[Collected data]
= = = = =

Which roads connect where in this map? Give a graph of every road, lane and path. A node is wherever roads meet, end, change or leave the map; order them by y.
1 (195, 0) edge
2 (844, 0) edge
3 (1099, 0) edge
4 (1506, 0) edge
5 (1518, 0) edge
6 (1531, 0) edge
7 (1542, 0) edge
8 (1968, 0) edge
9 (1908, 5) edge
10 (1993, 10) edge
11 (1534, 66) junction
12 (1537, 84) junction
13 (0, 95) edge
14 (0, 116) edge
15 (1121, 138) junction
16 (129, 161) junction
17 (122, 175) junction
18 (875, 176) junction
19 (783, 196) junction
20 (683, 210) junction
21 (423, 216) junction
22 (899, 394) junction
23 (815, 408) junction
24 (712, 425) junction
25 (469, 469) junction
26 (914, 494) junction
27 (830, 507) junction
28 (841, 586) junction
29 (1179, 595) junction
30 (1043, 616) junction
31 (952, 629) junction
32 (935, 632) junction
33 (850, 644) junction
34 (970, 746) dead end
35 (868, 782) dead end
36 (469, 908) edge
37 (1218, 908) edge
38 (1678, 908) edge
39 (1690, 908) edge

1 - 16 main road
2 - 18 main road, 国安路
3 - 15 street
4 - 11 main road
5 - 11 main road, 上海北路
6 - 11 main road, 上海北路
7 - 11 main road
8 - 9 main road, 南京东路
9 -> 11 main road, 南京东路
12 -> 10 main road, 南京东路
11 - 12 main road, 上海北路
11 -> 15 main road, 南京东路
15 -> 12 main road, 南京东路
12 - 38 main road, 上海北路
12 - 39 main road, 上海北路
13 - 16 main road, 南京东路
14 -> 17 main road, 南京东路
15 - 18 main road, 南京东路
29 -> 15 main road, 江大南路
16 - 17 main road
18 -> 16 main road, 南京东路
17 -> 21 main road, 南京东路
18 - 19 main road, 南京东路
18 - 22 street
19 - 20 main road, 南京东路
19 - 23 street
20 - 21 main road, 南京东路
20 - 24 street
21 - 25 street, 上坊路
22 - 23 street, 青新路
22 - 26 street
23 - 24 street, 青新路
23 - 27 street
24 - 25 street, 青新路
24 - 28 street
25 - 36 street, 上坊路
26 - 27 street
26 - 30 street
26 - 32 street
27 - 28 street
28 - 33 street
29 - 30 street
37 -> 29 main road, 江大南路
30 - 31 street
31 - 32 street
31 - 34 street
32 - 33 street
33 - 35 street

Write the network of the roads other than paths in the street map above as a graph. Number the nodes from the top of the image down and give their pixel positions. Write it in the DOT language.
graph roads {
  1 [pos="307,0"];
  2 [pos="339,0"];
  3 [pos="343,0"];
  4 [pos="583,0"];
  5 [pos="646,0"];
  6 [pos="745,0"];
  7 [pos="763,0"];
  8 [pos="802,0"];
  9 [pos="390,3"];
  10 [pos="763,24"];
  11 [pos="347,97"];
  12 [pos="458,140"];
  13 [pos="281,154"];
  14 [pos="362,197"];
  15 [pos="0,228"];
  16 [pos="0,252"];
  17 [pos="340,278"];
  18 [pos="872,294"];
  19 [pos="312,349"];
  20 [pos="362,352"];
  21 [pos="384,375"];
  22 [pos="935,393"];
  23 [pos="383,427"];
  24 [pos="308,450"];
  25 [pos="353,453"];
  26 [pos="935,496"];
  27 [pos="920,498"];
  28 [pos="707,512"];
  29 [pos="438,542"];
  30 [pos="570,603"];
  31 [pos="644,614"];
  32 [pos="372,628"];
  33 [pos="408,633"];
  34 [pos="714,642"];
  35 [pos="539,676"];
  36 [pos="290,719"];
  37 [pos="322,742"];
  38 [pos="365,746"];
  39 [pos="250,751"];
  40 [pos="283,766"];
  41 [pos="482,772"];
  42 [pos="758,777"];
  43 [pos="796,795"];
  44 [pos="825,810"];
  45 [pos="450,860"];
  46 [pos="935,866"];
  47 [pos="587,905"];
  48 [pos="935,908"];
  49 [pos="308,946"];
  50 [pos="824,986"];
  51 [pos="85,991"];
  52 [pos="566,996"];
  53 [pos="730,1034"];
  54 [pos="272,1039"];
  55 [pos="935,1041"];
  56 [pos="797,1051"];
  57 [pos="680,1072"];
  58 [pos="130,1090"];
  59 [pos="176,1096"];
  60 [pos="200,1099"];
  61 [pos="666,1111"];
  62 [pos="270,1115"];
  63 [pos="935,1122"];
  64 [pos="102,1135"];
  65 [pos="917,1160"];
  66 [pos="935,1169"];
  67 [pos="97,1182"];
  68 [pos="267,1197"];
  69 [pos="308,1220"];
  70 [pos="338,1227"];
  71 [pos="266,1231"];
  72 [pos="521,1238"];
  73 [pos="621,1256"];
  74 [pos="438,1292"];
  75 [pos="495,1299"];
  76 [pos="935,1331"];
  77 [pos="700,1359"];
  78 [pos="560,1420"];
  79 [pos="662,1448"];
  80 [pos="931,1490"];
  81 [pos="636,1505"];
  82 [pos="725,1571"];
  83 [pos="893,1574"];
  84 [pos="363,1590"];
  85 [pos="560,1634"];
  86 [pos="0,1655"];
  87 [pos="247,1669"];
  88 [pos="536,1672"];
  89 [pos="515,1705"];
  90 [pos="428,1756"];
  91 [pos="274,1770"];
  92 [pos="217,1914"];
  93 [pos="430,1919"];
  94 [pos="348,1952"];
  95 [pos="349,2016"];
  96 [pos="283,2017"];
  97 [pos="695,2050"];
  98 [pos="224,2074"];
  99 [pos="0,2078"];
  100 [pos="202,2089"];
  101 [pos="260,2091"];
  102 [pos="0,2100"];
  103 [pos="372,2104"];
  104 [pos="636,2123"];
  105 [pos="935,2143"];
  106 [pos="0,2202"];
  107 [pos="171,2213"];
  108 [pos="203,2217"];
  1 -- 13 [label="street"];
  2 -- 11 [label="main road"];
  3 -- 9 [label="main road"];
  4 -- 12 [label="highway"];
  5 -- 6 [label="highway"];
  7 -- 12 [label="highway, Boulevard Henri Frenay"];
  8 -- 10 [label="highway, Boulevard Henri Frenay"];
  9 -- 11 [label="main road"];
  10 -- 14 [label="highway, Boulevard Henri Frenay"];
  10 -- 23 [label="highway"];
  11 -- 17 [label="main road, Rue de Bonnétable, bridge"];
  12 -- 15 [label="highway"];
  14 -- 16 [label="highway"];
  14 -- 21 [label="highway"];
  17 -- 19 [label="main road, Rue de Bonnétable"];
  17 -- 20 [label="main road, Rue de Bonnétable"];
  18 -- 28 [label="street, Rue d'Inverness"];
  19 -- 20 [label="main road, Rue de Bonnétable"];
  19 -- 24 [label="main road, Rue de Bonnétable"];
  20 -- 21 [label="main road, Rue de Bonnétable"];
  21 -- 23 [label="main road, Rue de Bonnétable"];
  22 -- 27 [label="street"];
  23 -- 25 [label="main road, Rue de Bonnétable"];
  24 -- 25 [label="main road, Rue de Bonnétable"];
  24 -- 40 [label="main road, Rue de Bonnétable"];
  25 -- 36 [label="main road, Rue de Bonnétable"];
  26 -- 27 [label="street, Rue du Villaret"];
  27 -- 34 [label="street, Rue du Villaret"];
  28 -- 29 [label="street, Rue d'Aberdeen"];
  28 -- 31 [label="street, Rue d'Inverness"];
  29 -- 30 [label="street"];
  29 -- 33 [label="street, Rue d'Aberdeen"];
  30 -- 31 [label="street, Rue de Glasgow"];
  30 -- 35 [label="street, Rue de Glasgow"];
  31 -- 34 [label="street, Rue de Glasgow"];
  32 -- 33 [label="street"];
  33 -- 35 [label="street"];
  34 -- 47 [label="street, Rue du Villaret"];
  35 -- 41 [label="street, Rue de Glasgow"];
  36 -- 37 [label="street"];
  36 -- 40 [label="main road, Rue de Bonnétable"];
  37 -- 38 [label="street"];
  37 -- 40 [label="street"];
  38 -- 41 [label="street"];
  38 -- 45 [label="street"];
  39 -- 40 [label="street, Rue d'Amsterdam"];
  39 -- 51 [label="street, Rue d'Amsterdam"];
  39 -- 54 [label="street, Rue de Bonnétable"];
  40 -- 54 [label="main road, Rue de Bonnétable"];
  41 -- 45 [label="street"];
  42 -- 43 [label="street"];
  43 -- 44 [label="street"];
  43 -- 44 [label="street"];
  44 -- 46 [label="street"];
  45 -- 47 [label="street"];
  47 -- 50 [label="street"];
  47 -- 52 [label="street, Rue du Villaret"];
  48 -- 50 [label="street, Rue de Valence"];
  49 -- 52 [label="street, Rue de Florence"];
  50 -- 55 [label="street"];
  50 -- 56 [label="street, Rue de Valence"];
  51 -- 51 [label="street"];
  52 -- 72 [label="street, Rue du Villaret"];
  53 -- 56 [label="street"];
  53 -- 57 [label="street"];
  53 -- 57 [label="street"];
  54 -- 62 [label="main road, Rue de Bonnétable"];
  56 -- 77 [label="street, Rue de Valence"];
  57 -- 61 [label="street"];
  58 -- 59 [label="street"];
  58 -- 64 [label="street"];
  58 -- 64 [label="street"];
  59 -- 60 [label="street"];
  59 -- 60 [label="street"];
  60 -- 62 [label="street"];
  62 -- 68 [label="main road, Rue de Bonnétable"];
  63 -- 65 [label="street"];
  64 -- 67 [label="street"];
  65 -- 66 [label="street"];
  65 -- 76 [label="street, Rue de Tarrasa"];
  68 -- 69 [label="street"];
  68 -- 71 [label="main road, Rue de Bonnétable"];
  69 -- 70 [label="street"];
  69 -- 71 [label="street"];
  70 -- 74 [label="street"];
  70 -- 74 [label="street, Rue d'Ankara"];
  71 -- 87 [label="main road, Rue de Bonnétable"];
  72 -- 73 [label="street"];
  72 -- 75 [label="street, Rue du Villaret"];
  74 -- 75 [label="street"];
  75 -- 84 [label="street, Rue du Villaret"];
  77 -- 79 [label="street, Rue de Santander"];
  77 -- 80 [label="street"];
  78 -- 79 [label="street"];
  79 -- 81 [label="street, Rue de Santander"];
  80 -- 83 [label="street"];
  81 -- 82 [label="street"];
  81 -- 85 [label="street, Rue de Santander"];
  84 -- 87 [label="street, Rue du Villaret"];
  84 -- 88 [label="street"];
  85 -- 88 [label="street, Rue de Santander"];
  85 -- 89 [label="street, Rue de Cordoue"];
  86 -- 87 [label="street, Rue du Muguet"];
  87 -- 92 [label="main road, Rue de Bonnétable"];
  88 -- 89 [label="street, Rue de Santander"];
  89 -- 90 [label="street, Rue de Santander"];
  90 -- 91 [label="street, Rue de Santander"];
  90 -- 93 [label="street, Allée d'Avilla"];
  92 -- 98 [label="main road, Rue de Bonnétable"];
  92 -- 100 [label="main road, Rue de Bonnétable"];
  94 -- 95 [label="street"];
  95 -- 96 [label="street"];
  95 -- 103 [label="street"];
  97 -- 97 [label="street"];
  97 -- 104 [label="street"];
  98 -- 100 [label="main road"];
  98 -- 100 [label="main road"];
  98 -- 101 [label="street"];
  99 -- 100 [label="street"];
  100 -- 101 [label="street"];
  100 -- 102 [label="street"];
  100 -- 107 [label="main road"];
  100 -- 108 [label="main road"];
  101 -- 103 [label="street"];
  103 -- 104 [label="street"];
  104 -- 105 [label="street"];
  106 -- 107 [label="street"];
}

= = = = =

▸ The problem:
Return each line in the records that holds the string "江大南路".

▸ Exercise answer:
29 -> 15 main road, 江大南路
37 -> 29 main road, 江大南路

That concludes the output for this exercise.